Krak, we did this in '06, and the distance was a four hour drive, not the 10,000 miles you'll have facing you. Regardless of the mental preparation leading up to that day, my wife cried for days afterward. I broke into tears several times on the drive home and just about any time I walked into his empty room at home for the next few weeks. I wouldn't try to prevent it. It's a natural sense of loss. You just have to experience it to get through it.

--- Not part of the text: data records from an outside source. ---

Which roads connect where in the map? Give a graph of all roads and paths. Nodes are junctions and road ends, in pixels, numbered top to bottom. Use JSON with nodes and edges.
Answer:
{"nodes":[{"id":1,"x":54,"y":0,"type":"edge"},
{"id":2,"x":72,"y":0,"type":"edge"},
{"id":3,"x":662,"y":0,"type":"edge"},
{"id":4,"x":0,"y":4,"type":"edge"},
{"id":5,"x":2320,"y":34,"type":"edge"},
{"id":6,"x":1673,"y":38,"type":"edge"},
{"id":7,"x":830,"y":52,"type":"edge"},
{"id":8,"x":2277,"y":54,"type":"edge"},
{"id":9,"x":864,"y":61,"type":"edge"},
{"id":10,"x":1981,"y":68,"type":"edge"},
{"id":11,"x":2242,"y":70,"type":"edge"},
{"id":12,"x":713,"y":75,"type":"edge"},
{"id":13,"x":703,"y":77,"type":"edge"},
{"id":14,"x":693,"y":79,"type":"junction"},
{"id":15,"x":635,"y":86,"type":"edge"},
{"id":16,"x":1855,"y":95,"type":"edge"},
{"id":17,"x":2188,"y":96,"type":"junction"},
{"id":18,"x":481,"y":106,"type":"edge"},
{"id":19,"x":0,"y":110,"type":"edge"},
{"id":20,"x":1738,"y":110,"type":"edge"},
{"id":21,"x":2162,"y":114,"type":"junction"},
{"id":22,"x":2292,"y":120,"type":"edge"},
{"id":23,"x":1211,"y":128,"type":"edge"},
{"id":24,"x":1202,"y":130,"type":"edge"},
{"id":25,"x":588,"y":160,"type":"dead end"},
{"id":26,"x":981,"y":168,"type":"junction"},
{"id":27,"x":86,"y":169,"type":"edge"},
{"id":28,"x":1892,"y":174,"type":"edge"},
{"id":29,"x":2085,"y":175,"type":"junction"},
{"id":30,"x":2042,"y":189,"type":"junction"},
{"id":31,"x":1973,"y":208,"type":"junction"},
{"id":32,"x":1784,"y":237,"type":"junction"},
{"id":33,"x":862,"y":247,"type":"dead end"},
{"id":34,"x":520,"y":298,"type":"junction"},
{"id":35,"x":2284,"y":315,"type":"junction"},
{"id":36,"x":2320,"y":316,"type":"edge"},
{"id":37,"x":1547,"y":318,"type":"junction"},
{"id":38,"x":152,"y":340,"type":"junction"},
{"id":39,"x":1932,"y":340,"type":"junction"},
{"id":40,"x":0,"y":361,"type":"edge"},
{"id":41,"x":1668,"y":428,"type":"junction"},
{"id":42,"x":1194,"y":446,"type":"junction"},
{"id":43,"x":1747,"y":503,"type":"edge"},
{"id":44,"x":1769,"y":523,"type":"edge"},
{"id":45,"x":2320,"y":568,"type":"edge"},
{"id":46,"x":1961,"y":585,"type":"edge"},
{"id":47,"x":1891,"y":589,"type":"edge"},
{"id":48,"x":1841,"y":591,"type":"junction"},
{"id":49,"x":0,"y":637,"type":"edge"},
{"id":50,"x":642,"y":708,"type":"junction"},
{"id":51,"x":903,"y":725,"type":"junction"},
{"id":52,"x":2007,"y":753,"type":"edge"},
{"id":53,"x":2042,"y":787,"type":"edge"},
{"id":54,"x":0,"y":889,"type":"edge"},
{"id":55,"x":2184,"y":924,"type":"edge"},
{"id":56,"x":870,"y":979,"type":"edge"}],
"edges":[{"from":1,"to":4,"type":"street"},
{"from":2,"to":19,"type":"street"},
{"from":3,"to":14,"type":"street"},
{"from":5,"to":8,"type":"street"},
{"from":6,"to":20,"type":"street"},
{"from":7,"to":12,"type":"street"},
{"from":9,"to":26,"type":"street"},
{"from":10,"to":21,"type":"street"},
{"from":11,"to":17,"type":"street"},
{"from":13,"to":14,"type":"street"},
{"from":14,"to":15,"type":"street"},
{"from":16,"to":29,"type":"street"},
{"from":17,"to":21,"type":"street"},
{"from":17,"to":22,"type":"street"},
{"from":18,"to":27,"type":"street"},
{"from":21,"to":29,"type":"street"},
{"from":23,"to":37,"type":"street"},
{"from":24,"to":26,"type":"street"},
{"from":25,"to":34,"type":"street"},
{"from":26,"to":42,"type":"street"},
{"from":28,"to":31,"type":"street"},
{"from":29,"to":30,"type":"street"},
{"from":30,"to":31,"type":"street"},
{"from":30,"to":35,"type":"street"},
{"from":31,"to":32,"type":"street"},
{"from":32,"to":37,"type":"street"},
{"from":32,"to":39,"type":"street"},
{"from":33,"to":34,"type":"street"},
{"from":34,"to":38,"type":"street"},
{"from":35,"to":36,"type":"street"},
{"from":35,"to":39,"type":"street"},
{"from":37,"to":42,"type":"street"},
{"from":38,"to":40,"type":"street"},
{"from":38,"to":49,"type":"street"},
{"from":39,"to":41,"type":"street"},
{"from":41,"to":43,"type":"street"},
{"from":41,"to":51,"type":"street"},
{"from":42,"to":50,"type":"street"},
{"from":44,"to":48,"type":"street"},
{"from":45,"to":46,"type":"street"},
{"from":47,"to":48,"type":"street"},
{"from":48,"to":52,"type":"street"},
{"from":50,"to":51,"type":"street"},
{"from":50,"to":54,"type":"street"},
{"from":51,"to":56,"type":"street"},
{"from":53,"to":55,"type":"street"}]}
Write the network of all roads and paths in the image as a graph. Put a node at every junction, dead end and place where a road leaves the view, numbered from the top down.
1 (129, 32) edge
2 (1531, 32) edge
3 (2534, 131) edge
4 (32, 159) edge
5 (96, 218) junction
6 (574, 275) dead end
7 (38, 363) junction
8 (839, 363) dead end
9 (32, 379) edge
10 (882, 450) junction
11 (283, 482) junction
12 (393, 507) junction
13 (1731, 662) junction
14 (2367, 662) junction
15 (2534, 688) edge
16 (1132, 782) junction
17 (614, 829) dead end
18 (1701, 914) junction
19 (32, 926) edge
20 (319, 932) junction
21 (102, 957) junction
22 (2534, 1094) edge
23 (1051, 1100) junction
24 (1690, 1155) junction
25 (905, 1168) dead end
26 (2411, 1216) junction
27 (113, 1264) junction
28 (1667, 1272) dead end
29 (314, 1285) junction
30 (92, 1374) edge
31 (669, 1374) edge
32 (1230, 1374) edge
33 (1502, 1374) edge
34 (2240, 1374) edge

We survived it, even though it hurt.
Now, a year and a half later all that has been replaced with a huge sense of pride in the young man he's grown into. And I'm not talking just about baseball. I'm in awe of the sense of maturity and awareness he has now of the world and his role in it. He still has questions about his future, but he owns them. Our father/son discussions are now man-to-man discussions. It's just different, better, like our relationship has moved onto a different plane. We still talk baseball, but I don't offer much in the way of advice, I just listen and it's another topic for rich discussion. But it's definitely 100% "his gig".
I'm not just a spectator to his college baseball experience, there's a great realization that I'm now a spectator to his life, and I love what I see.
His room is still there. But now it just doesn't look empty to me anymore. Instead it looks like a welcoming beacon for him to stop by for a while and share time with us.
And yes, he has a girlfriend, a wonderful young woman that isn't possessive, is self-assured and self-directed, leaves him alone with his time and space for his love affair with baseball, and values the quality time she gets with him slotted in his busy, busy schedule. She's not a distraction but a supportive backstop to his life. He's lucky to have her in his life.